◆ DATA UNDER STUDY ◆
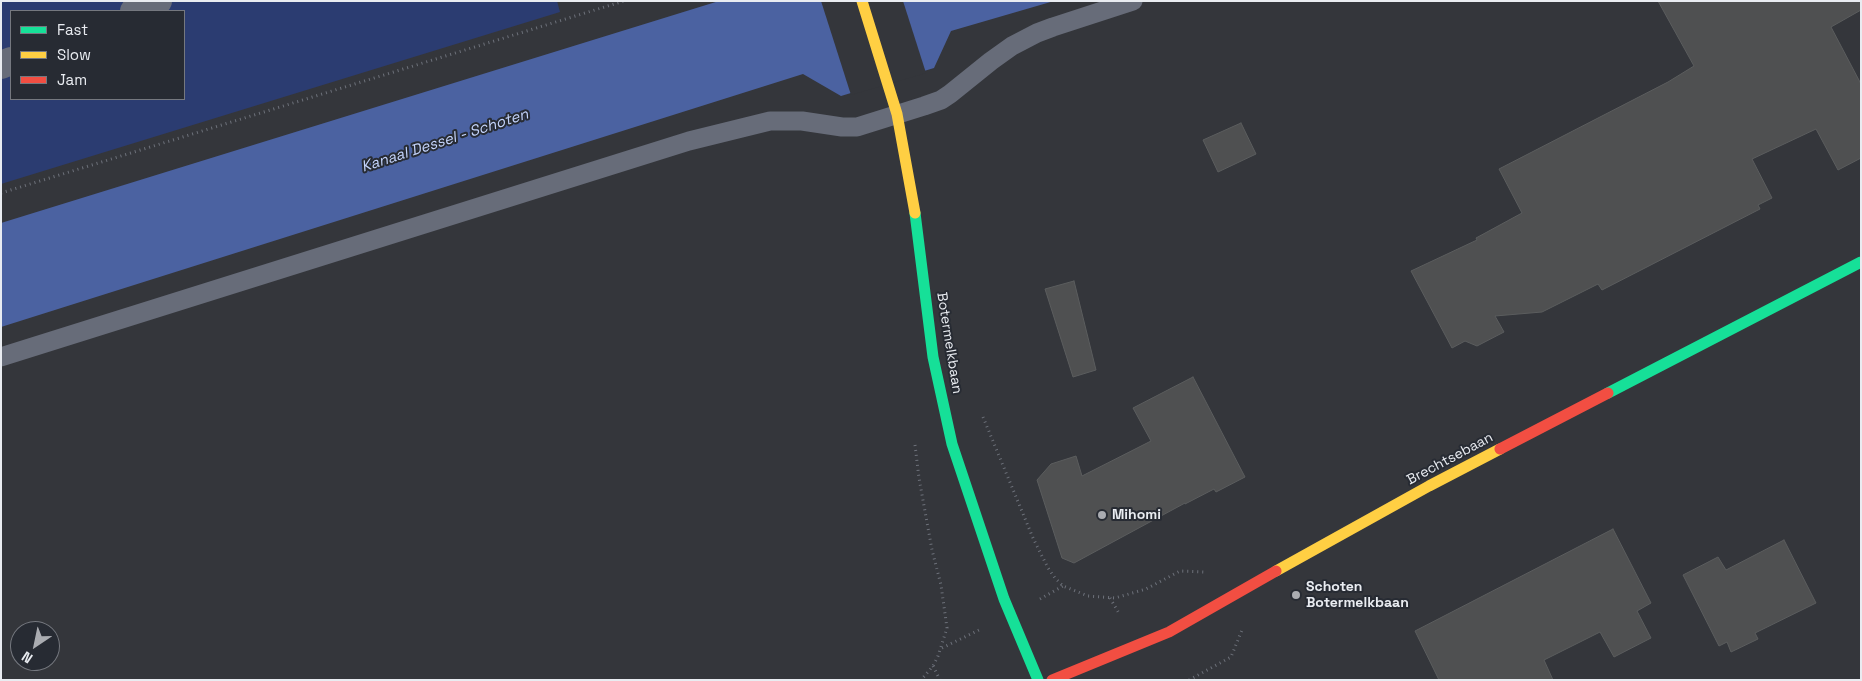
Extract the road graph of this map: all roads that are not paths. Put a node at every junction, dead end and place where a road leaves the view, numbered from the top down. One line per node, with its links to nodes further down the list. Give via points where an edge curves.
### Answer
1 (158, 1): 4 (street)
2 (862, 1): 5 (main road, Botermelkbaan)
3 (1133, 1): 5 (lane, via 1037,33 1005,51 941,100)
4 (136, 10)
5 (897, 114): 7 (lane, via 857,127 770,121 689,141); 8 (main road, Botermelkbaan, via 921,248 933,357 952,444 1004,599)
6 (1861, 262): 9 (main road, Brechtsebaan, via 1429,486 1169,632)
7 (1, 357)
8 (1038, 680)
9 (1052, 680)

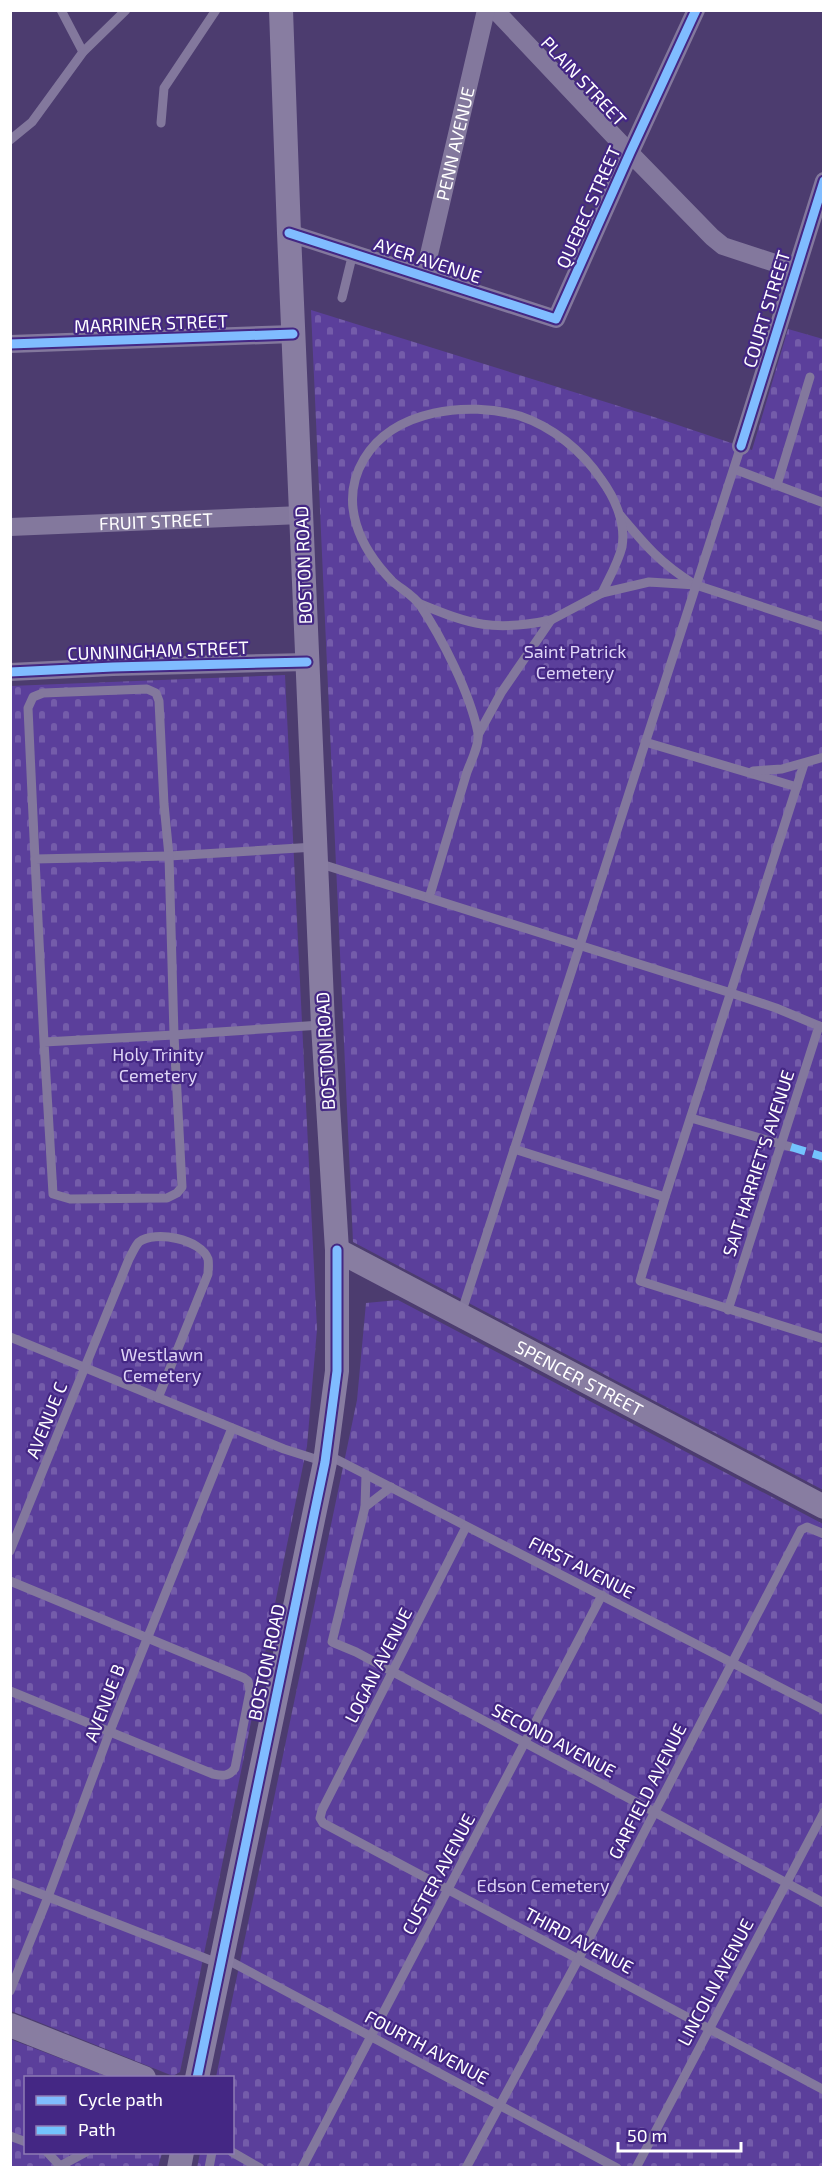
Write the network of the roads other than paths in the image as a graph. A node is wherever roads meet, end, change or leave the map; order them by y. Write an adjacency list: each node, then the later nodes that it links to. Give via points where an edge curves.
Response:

◆ TASK BRIEF ◆
Say, as a bare number, how many lines of the data hold the string "Give".

◆ TASK ANSWER ◆
2